Further, as shown in FIGS. 19 and 20, when the display device 31 is located between the front seat and the rear seat of the own vehicle 2, the first display surface 31a selectively serves as the front seat and the rear seat. It may be rotatable so that it faces. In FIG. 19, since the first display surface 31a is directed to the front seat and the display surface direction 31b and the first shooting direction 32a are opposite, a mirror image of the first image is displayed on the first display surface 31a. To. In FIG. 20, since the first display surface 31a is directed to the rear seat and the display surface direction 31b and the first shooting direction 32a are the same, the normal image of the first image is displayed on the first display surface 31a. Will be done. When the display device 31 is located between the front seat and the rear seat, the display device 31 is moved so as to draw an arc around the front seat as in the second embodiment, or It is assumed that the display device 31 is fixedly arranged between the front seat and the rear seat.

Further, in a configuration in which the display device 31 is fixedly arranged between the front seat and the rear seat, when the front seat faces the front direction of the own vehicle 2, the first display surface 31a is the rear seat. When the front seats are facing the rear of the own vehicle 2, the first display surface 31a may be automatically rotated so that the first display surface 31a is directed toward the front seats.

Further, in the above description, the first display surface 31a is automatically rotated, but the first display surface 31a may be manually rotated.

<Modified Example 6 of Embodiment 2>
In the second embodiment, the display device 31 has only the first display surface 31a as a display surface for displaying an image. However, as shown in FIGS. 21 and 22, the display device 31 may have a first display surface 31a and a second display surface 31c provided on the opposite side of the first display surface 31a.

Then, the image inversion control unit 12b controls to display the mirror image of the first image on the second display surface 31c when the normal image of the first image is displayed on the first display surface 31a, and the first display. When the mirror image of the first image is displayed on the surface 31a, control may be performed to display the normal image of the first image on the second display surface 31c.

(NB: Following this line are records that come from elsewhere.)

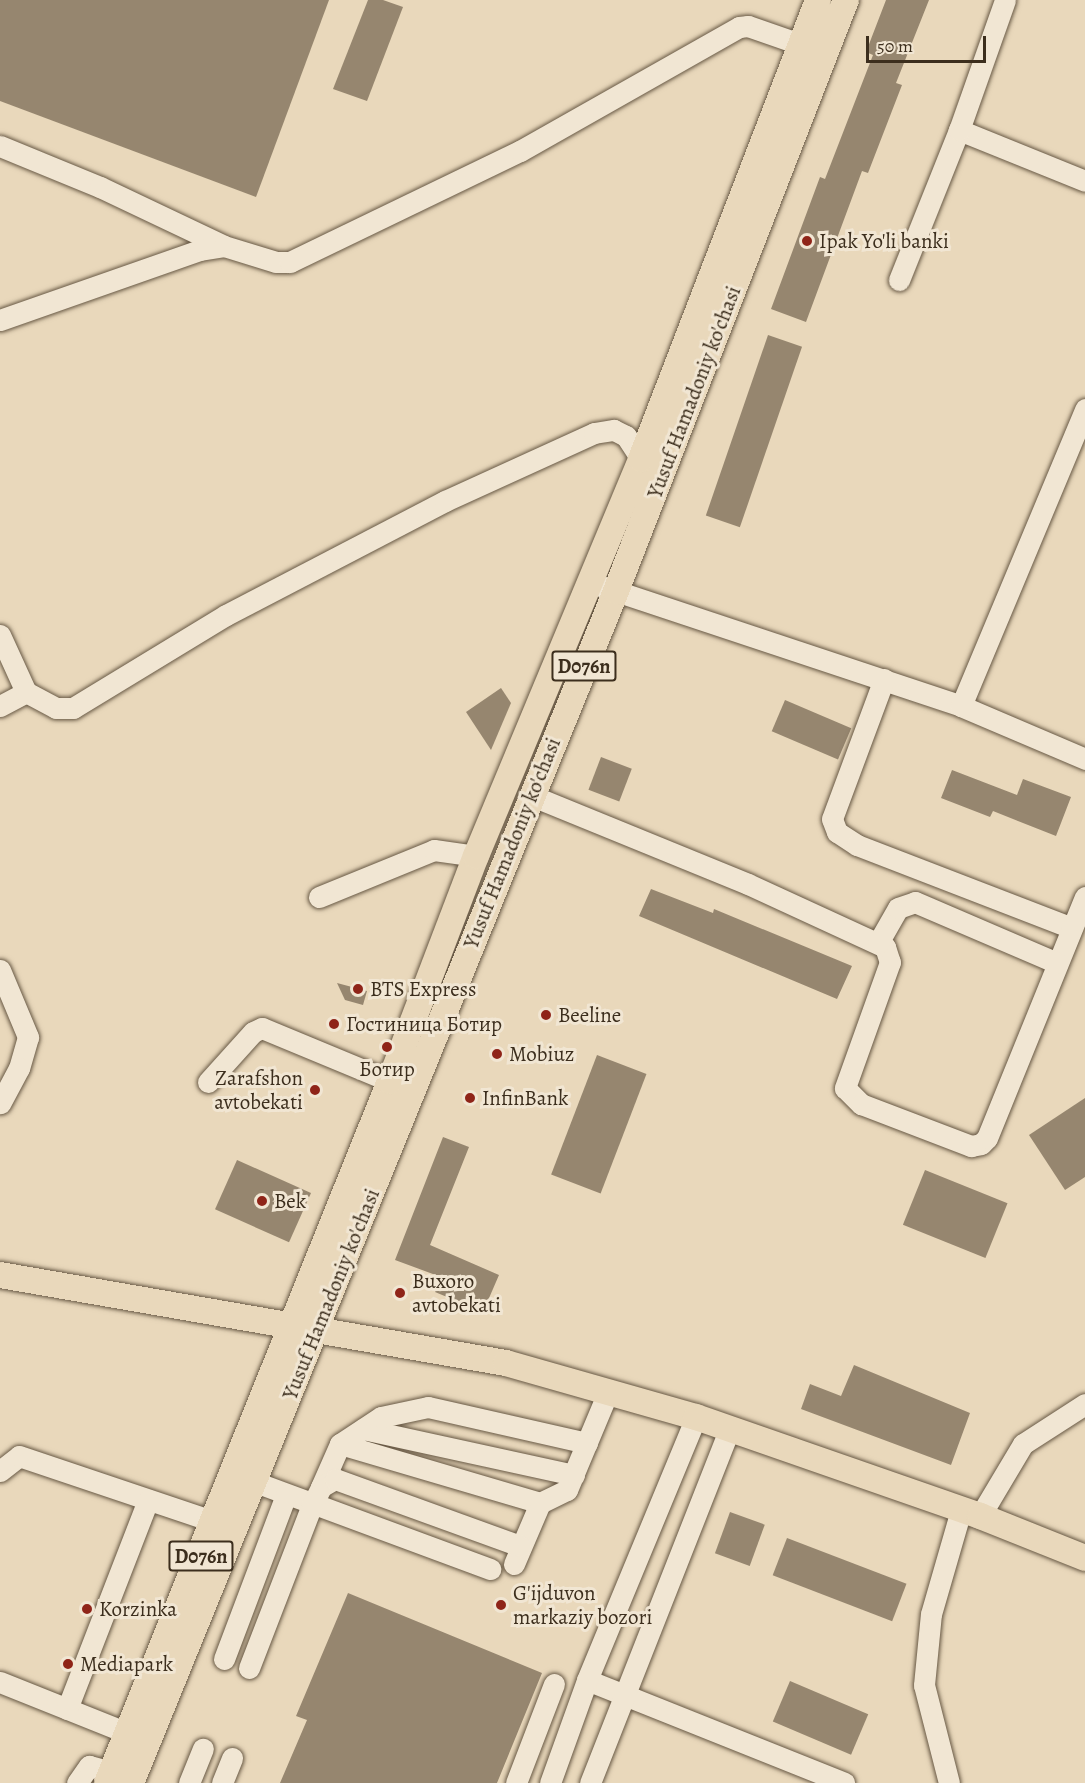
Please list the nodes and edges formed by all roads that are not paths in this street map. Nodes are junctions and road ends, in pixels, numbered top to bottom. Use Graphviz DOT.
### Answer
graph roads {
  1 [pos="818,0"];
  2 [pos="846,0"];
  3 [pos="1005,0"];
  4 [pos="802,45"];
  5 [pos="826,52"];
  6 [pos="959,130"];
  7 [pos="0,146"];
  8 [pos="1085,181"];
  9 [pos="224,246"];
  10 [pos="899,280"];
  11 [pos="0,320"];
  12 [pos="1085,409"];
  13 [pos="641,459"];
  14 [pos="589,582"];
  15 [pos="616,591"];
  16 [pos="0,635"];
  17 [pos="884,679"];
  18 [pos="26,692"];
  19 [pos="0,706"];
  20 [pos="961,706"];
  21 [pos="1085,759"];
  22 [pos="530,795"];
  23 [pos="476,856"];
  24 [pos="319,897"];
  25 [pos="1085,897"];
  26 [pos="1072,928"];
  27 [pos="878,942"];
  28 [pos="1057,963"];
  29 [pos="0,970"];
  30 [pos="390,1081"];
  31 [pos="208,1082"];
  32 [pos="0,1103"];
  33 [pos="0,1275"];
  34 [pos="289,1326"];
  35 [pos="317,1330"];
  36 [pos="608,1392"];
  37 [pos="1085,1404"];
  38 [pos="696,1417"];
  39 [pos="730,1428"];
  40 [pos="363,1429"];
  41 [pos="587,1443"];
  42 [pos="340,1444"];
  43 [pos="0,1471"];
  44 [pos="574,1475"];
  45 [pos="255,1482"];
  46 [pos="286,1495"];
  47 [pos="317,1496"];
  48 [pos="148,1500"];
  49 [pos="540,1503"];
  50 [pos="970,1513"];
  51 [pos="215,1522"];
  52 [pos="1085,1558"];
  53 [pos="490,1569"];
  54 [pos="224,1659"];
  55 [pos="249,1668"];
  56 [pos="587,1680"];
  57 [pos="0,1682"];
  58 [pos="554,1684"];
  59 [pos="623,1694"];
  60 [pos="67,1709"];
  61 [pos="130,1734"];
  62 [pos="203,1749"];
  63 [pos="232,1758"];
  64 [pos="117,1780"];
  65 [pos="77,1783"];
  66 [pos="189,1783"];
  67 [pos="222,1783"];
  68 [pos="516,1783"];
  69 [pos="550,1783"];
  70 [pos="590,1783"];
  71 [pos="844,1783"];
  72 [pos="949,1783"];
  1 -- 4 [label="main road, Yusuf Hamadoniy ko'chasi / D076n"];
  2 -- 5 [label="main road, Yusuf Hamadoniy ko'chasi / D076n"];
  3 -- 6 [label="street"];
  4 -- 5 [label="street"];
  4 -- 9 [label="street"];
  4 -- 13 [label="main road, Yusuf Hamadoniy ko'chasi / D076n"];
  5 -- 15 [label="main road, Yusuf Hamadoniy ko'chasi / D076n"];
  6 -- 8 [label="street"];
  6 -- 10 [label="street"];
  7 -- 9 [label="street"];
  9 -- 11 [label="street"];
  12 -- 20 [label="street"];
  13 -- 14 [label="main road, Yusuf Hamadoniy ko'chasi / D076n"];
  13 -- 18 [label="street"];
  14 -- 15 [label="street"];
  14 -- 23 [label="main road, Yusuf Hamadoniy ko'chasi / D076n"];
  15 -- 17 [label="street"];
  15 -- 22 [label="main road, Yusuf Hamadoniy ko'chasi / D076n"];
  16 -- 18 [label="street"];
  17 -- 20 [label="street"];
  17 -- 26 [label="street"];
  18 -- 19 [label="street"];
  20 -- 21 [label="street"];
  22 -- 27 [label="street"];
  22 -- 35 [label="main road, Yusuf Hamadoniy ko'chasi / D076n"];
  23 -- 24 [label="street"];
  23 -- 30 [label="main road, Yusuf Hamadoniy ko'chasi / D076n"];
  25 -- 26 [label="street"];
  26 -- 28 [label="street"];
  27 -- 28 [label="street"];
  27 -- 28 [label="street"];
  29 -- 32 [label="street"];
  30 -- 31 [label="street"];
  30 -- 34 [label="main road, Yusuf Hamadoniy ko'chasi / D076n"];
  33 -- 34 [label="main road"];
  34 -- 35 [label="main road"];
  34 -- 51 [label="main road, Yusuf Hamadoniy ko'chasi / D076n"];
  35 -- 36 [label="main road"];
  35 -- 45 [label="main road, Yusuf Hamadoniy ko'chasi / D076n"];
  36 -- 38 [label="main road"];
  36 -- 41 [label="street"];
  37 -- 50 [label="street"];
  38 -- 39 [label="main road"];
  38 -- 56 [label="street"];
  39 -- 50 [label="main road"];
  39 -- 59 [label="street"];
  40 -- 41 [label="street"];
  40 -- 42 [label="street"];
  40 -- 44 [label="street"];
  41 -- 44 [label="street"];
  42 -- 47 [label="street"];
  42 -- 49 [label="street"];
  43 -- 48 [label="street"];
  44 -- 49 [label="street"];
  45 -- 46 [label="street"];
  45 -- 64 [label="main road, Yusuf Hamadoniy ko'chasi / D076n"];
  46 -- 47 [label="street"];
  46 -- 54 [label="street"];
  47 -- 49 [label="street"];
  47 -- 53 [label="street"];
  47 -- 55 [label="street"];
  48 -- 51 [label="street"];
  48 -- 60 [label="street"];
  50 -- 52 [label="main road"];
  50 -- 72 [label="street"];
  51 -- 61 [label="main road, Yusuf Hamadoniy ko'chasi / D076n"];
  56 -- 59 [label="street"];
  56 -- 69 [label="street"];
  57 -- 60 [label="street"];
  58 -- 68 [label="street"];
  59 -- 70 [label="street"];
  59 -- 71 [label="street"];
  60 -- 61 [label="street"];
  61 -- 64 [label="main road, Yusuf Hamadoniy ko'chasi / D076n"];
  62 -- 66 [label="street"];
  63 -- 67 [label="street"];
  64 -- 65 [label="street"];
}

For example, as shown in FIG. 21, when the display surface direction 31b and the first shooting direction 32a, which is the front direction of the own vehicle 2, are opposite to each other, that is, when the angle α is 180 degrees, the image inversion control unit 12b Controls to display the mirror image of the first image on the first display surface 31a and controls to display the normal image of the first image on the second display surface 31c. On the other hand, as shown in FIG. 22, when the display surface direction 31b and the first shooting direction 32a which is the rear direction of the own vehicle 2 are the same, that is, when the angle α is 0 degrees, the image inversion control unit 12b The control of displaying the normal image of the first image on the first display surface 31a and the control of displaying the mirror image of the first image on the second display surface 31c are performed.

According to the display control device 1 according to the present modification 6 as described above, an appropriate image can be displayed to the occupants in the front seats and the occupants in the rear seats.

<Embodiment 3>
FIG. 23 is a block diagram showing the configuration of the display control device 1 according to the third embodiment of the present invention. Hereinafter, among the components according to the third embodiment, the same or similar components as those described above will be designated by the same reference numerals, and different components will be mainly described.

The configuration of the display control device 1 of FIG. 23 is the same as the configuration in which the display object addition unit 12c is added to the configuration of the display control device 1 of FIG. The display object addition unit 12c is included in the concept of the control unit 12 of FIG.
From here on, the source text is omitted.